Phenotypic association between turgor pressure and gene interactions
Although high turgor pressure is implicated in rapid elongation of cotton fibers [87–89], few genes have been identified that may contribute to changes in turgor during fiber development [88, 90]. Although we used previously established turgor measurements, we still find strong associations between turgor and several modules that exhibit transient expression patterns, which is perhaps unsurprising given the transient nature of high turgor pressure in driving fiber elongation. Estimated values for turgor pressure were most significantly associated with ME8 (Fig. 5) in which gene expression was highest at 15 DPA followed by a gradual decline through 24 DPA. A total of 776 genes are in ME8, including two with functional annotations related to turgor (i.e., a SWEET-like gene (Gorai.003G074400.D) and a PIP-like gene (Gorai.002G198900.D)), both with Im-Up expression patterns similar to the module.
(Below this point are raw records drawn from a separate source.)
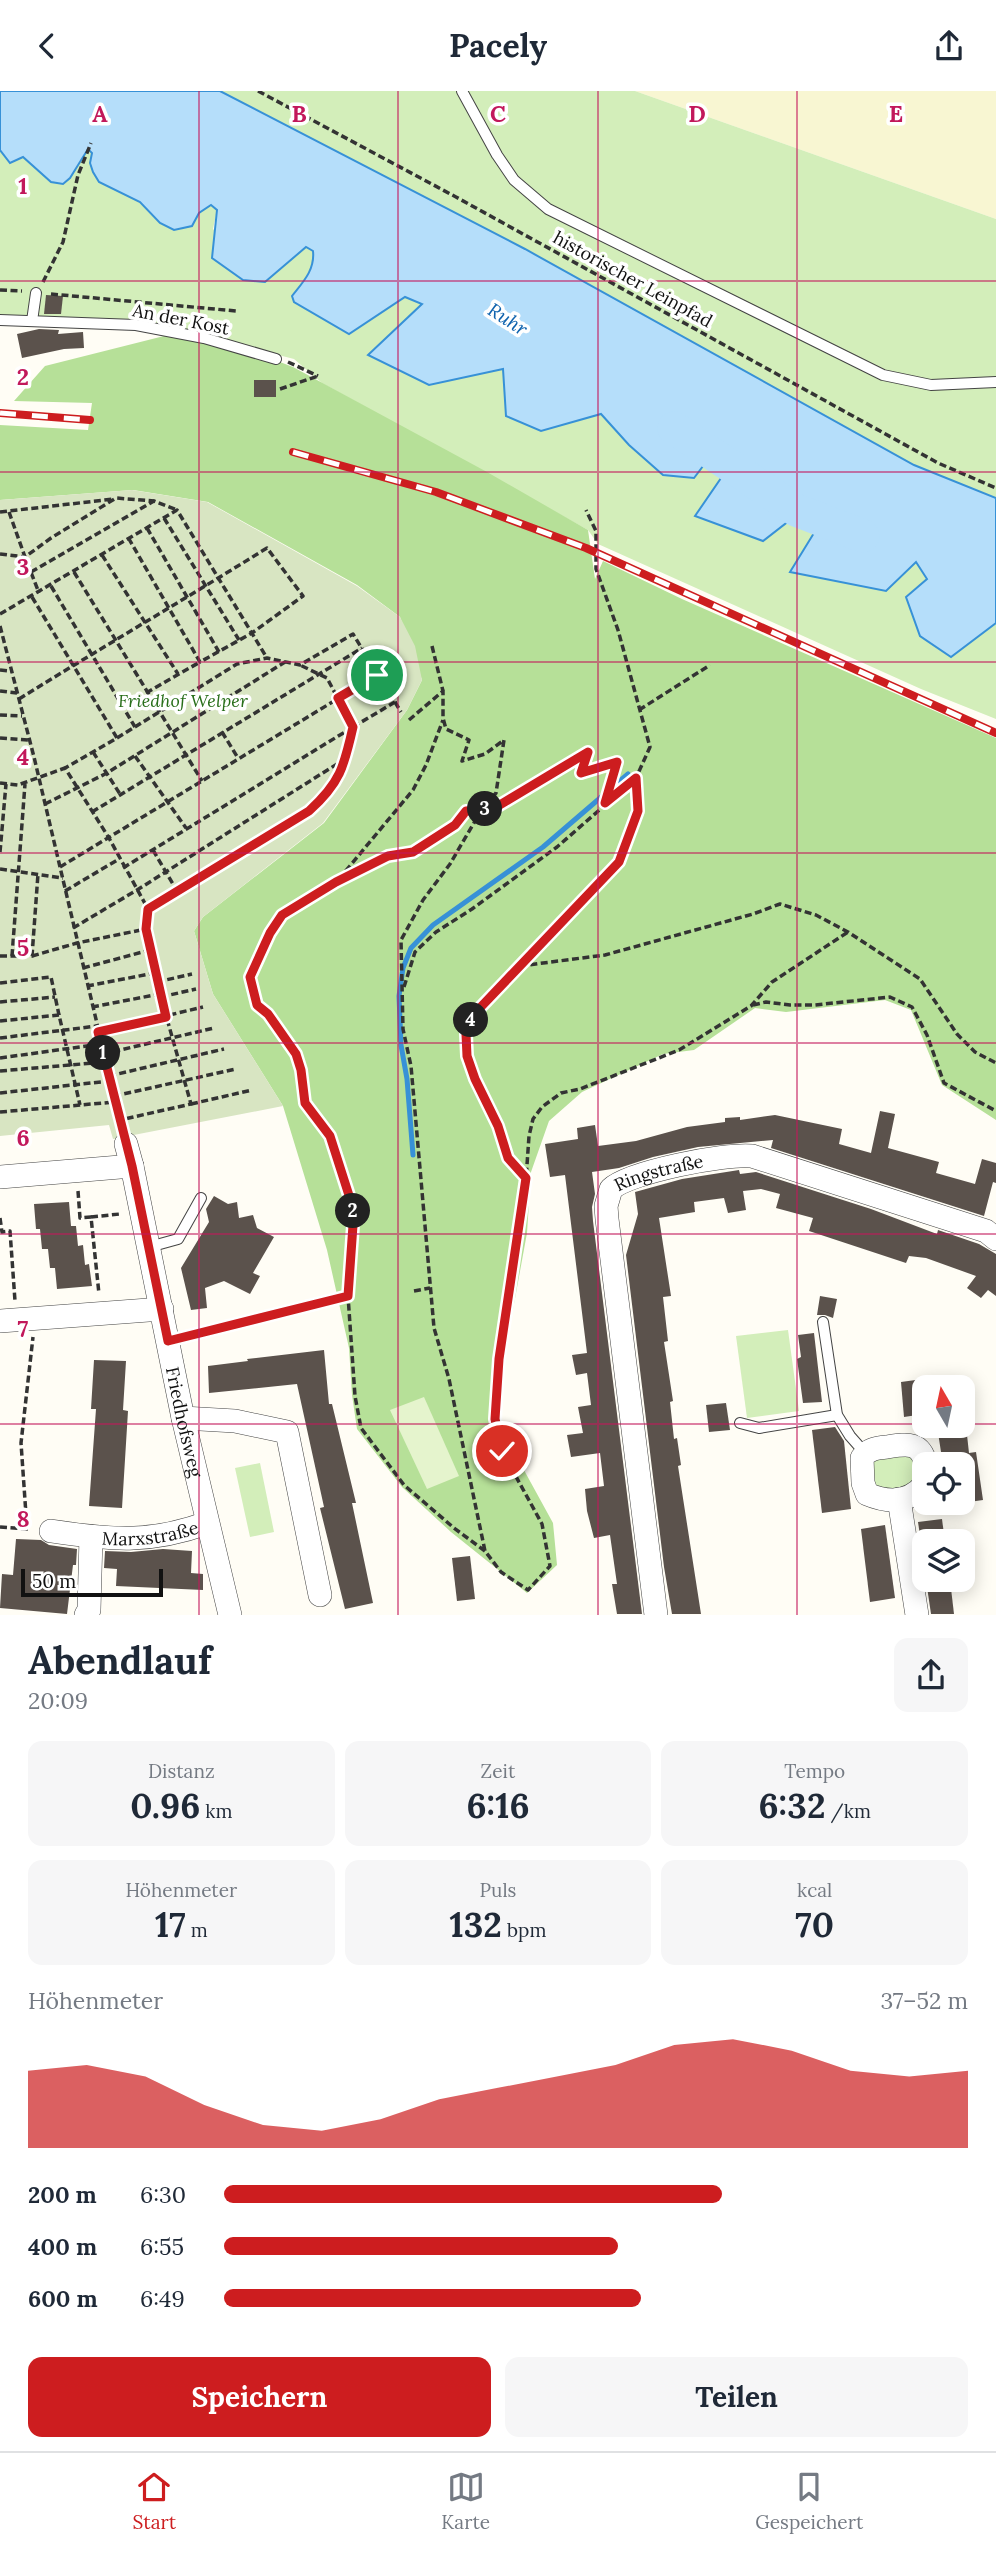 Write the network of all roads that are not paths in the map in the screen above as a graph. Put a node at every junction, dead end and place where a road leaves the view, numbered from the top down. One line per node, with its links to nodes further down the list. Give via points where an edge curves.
1 (462, 91): 6 (lane, via 514,180 548,209 883,375 932,384)
2 (36, 293): 4 (lane)
3 (0, 320): 4 (lane, An der Kost)
4 (32, 321): 5 (lane, An der Kost, via 136,325)
5 (276, 359)
6 (996, 382)
7 (0, 1177): 10 (street, Friedhofsweg, via 76,1171 129,1155)
8 (201, 1198): 10 (lane, via 178,1239)
9 (996, 1239): 27 (street, Ringstraße, via 986,1231 752,1156 719,1157 629,1178 611,1189 607,1219)
10 (149, 1247): 11 (street, Friedhofsweg)
11 (162, 1309): 12 (street); 15 (street, Friedhofsweg)
12 (17, 1319)
13 (823, 1322): 14 (lane)
14 (837, 1415): 16 (lane, via 759,1428); 18 (lane)
15 (183, 1418): 21 (street, Friedhofsweg); 24 (street, via 235,1421 287,1432)
16 (740, 1423)
17 (922, 1452): 18 (street, via 907,1444)
18 (865, 1453): 20 (street, via 862,1467 867,1494)
19 (912, 1496): 20 (street)
20 (900, 1499): 28 (street)
21 (207, 1523): 23 (street, Marxstraße, via 146,1539); 26 (street, Friedhofsweg)
22 (51, 1531): 23 (street, Marxstraße)
23 (91, 1537): 25 (street, Marxstraße)
24 (320, 1595)
25 (86, 1615)
26 (230, 1615)
27 (656, 1615)
28 (917, 1615)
There were four genes with functional annotations related to turgor in ME9, which contained 531 genes. ME9 generally contains genes with high expression at 13–16 DPA followed by a sharp decline. These ME9 turgor-related genes are: a PIP-like gene (Gorai.006G181300.A), a SWEET-like gene (Gorai.003G074400.A), a SUT/SUC-like gene (Gorai.010G030700.A), and a bHLH transcription factor (Gorai.010G147100.A). As with the two ME8 genes, these genes are considered ImUp, exhibiting increased expression during the intermediate stages and often showing peak expression before 15 DPA when elongation begins to slow down (Fig. 9). Notably, the K + transporter GhKT1 (here, Gorai.012G142000.A and Gorai.012G142000.D) originally noted by Ruan et al (2001) was not found within either of these modules, but rather in ME2 where it exhibits expression that transitions down (considered Tr-Down by ImpulseDE2), congruent with observations in Ruan et al (2001). A different K + transporter was identified in ME8 (Gorai.009G292800) that was also classified as Tr-Down, and two additional K + transporters (Gorai.012G082500.A and Gorai.012G082500.D) were identified in ME9, although their expression trend was not described by ImpulseDE2. See discussion for further interpretation of these and other genes relevant to turgor from this module.